==== TASK INPUT
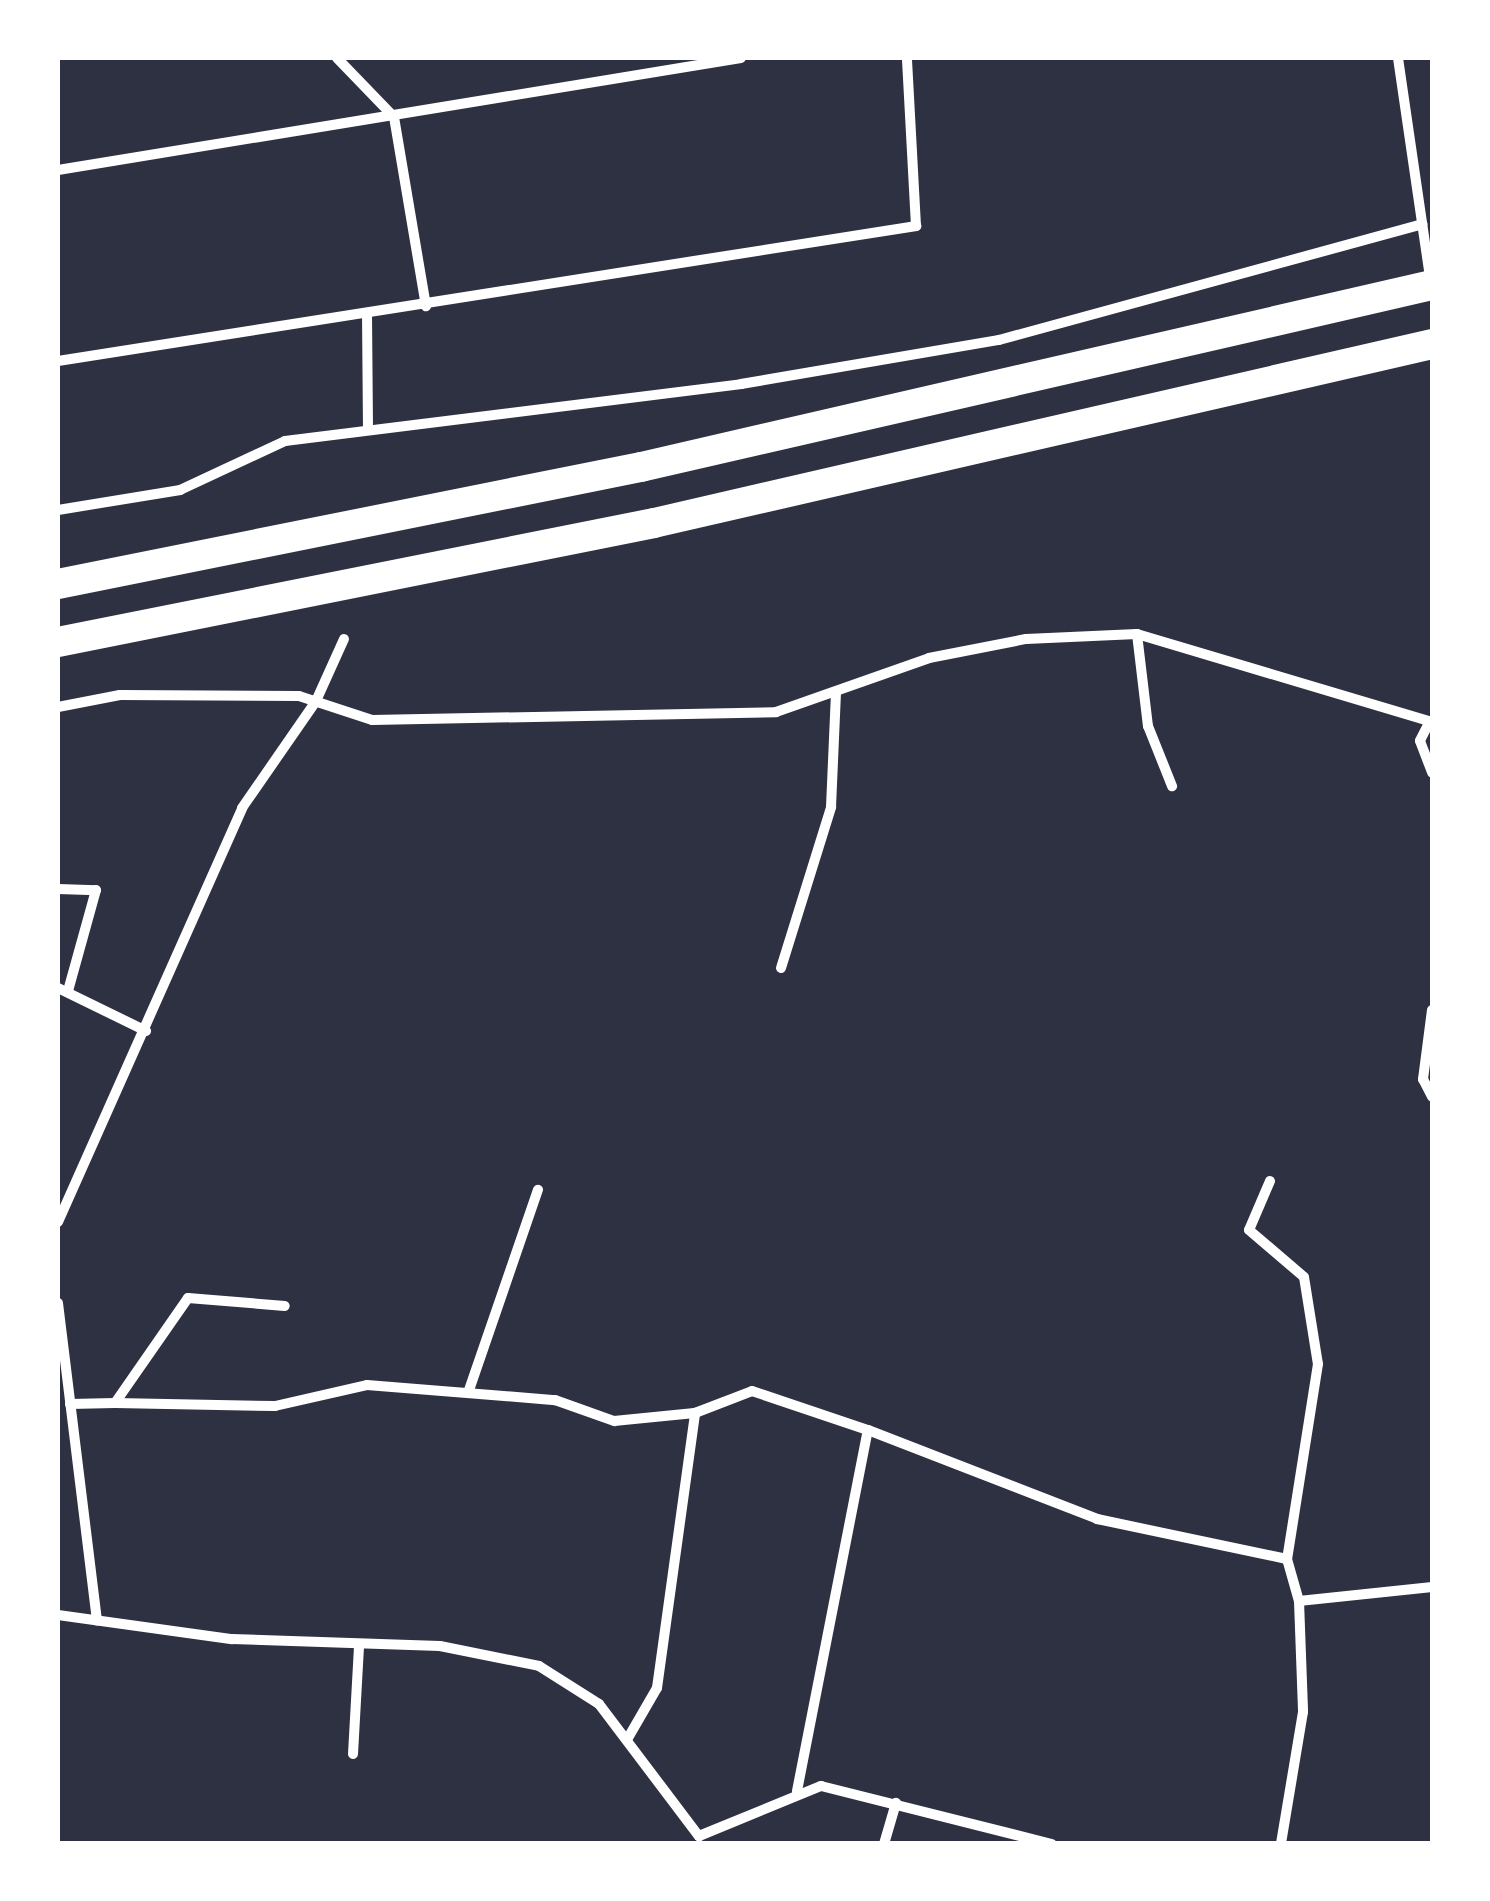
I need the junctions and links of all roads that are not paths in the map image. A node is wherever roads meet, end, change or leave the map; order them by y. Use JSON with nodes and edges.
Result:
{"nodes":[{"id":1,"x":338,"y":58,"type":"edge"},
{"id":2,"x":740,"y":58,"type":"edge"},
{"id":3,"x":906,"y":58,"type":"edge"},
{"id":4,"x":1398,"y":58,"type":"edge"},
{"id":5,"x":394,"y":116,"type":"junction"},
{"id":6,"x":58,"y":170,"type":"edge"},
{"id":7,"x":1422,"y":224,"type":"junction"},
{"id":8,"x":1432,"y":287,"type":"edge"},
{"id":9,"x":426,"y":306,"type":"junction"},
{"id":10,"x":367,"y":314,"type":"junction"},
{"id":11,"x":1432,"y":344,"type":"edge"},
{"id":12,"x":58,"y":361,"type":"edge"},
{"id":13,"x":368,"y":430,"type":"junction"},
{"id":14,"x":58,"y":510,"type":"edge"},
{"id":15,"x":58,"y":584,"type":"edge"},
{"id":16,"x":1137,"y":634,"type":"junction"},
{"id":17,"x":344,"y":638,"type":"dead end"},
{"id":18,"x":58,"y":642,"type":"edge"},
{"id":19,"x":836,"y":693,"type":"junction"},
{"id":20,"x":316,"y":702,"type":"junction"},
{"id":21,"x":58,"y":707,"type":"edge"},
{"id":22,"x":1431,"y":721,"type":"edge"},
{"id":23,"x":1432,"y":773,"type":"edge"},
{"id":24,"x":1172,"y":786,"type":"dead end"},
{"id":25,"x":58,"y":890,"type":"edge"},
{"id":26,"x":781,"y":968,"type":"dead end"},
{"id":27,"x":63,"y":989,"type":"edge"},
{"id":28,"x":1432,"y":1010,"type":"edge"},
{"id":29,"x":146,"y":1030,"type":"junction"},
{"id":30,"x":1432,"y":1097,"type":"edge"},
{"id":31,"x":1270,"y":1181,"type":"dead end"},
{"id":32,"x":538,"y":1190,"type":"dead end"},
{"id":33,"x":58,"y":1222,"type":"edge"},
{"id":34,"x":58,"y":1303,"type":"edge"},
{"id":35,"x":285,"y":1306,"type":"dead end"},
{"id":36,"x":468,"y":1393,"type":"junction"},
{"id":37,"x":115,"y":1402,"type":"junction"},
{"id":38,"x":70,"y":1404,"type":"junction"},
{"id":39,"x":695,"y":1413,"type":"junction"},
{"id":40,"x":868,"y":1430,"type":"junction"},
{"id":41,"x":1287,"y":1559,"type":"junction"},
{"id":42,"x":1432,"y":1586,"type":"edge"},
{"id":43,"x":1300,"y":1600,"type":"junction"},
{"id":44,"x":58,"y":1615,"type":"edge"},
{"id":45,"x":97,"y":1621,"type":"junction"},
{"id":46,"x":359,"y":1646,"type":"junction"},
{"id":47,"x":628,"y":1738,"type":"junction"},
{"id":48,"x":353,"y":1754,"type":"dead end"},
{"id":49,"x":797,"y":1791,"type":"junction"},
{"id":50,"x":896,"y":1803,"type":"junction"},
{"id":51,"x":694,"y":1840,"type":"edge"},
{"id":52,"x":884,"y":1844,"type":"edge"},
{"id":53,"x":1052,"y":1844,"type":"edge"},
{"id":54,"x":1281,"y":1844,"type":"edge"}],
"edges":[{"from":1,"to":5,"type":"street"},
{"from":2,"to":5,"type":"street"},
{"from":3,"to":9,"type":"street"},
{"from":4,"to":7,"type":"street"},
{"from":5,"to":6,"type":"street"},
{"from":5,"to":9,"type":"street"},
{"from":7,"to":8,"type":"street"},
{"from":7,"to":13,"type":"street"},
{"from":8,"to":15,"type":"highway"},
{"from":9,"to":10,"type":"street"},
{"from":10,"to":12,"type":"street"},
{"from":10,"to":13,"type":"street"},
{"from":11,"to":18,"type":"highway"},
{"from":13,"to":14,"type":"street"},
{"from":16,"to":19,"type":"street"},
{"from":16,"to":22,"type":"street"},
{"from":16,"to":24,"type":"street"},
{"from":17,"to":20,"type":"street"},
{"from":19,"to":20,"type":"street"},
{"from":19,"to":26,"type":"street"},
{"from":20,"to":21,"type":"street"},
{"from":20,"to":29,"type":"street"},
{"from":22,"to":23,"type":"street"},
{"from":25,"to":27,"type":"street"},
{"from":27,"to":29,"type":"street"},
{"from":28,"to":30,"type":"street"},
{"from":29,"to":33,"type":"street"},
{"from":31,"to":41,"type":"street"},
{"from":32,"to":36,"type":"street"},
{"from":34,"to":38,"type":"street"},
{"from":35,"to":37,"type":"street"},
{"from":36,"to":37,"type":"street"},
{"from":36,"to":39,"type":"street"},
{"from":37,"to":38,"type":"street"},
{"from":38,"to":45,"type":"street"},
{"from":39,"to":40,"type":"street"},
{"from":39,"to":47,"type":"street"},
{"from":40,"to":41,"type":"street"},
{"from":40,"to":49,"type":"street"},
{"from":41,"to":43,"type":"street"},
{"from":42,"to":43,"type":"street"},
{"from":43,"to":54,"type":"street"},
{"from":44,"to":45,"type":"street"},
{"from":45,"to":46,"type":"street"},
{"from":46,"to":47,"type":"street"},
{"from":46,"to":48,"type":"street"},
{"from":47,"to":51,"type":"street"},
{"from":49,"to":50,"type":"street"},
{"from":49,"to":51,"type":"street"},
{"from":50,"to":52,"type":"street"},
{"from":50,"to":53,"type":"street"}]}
========
» **AIM OF THE EXERCISE**:
Each line in the entries above that includes the string "edges" should be extracted.

» **RESULT**:
I need the junctions and links of all roads that are not paths in the map image. A node is wherever roads meet, end, change or leave the map; order them by y. Use JSON with nodes and edges.
"edges":[{"from":1,"to":5,"type":"street"},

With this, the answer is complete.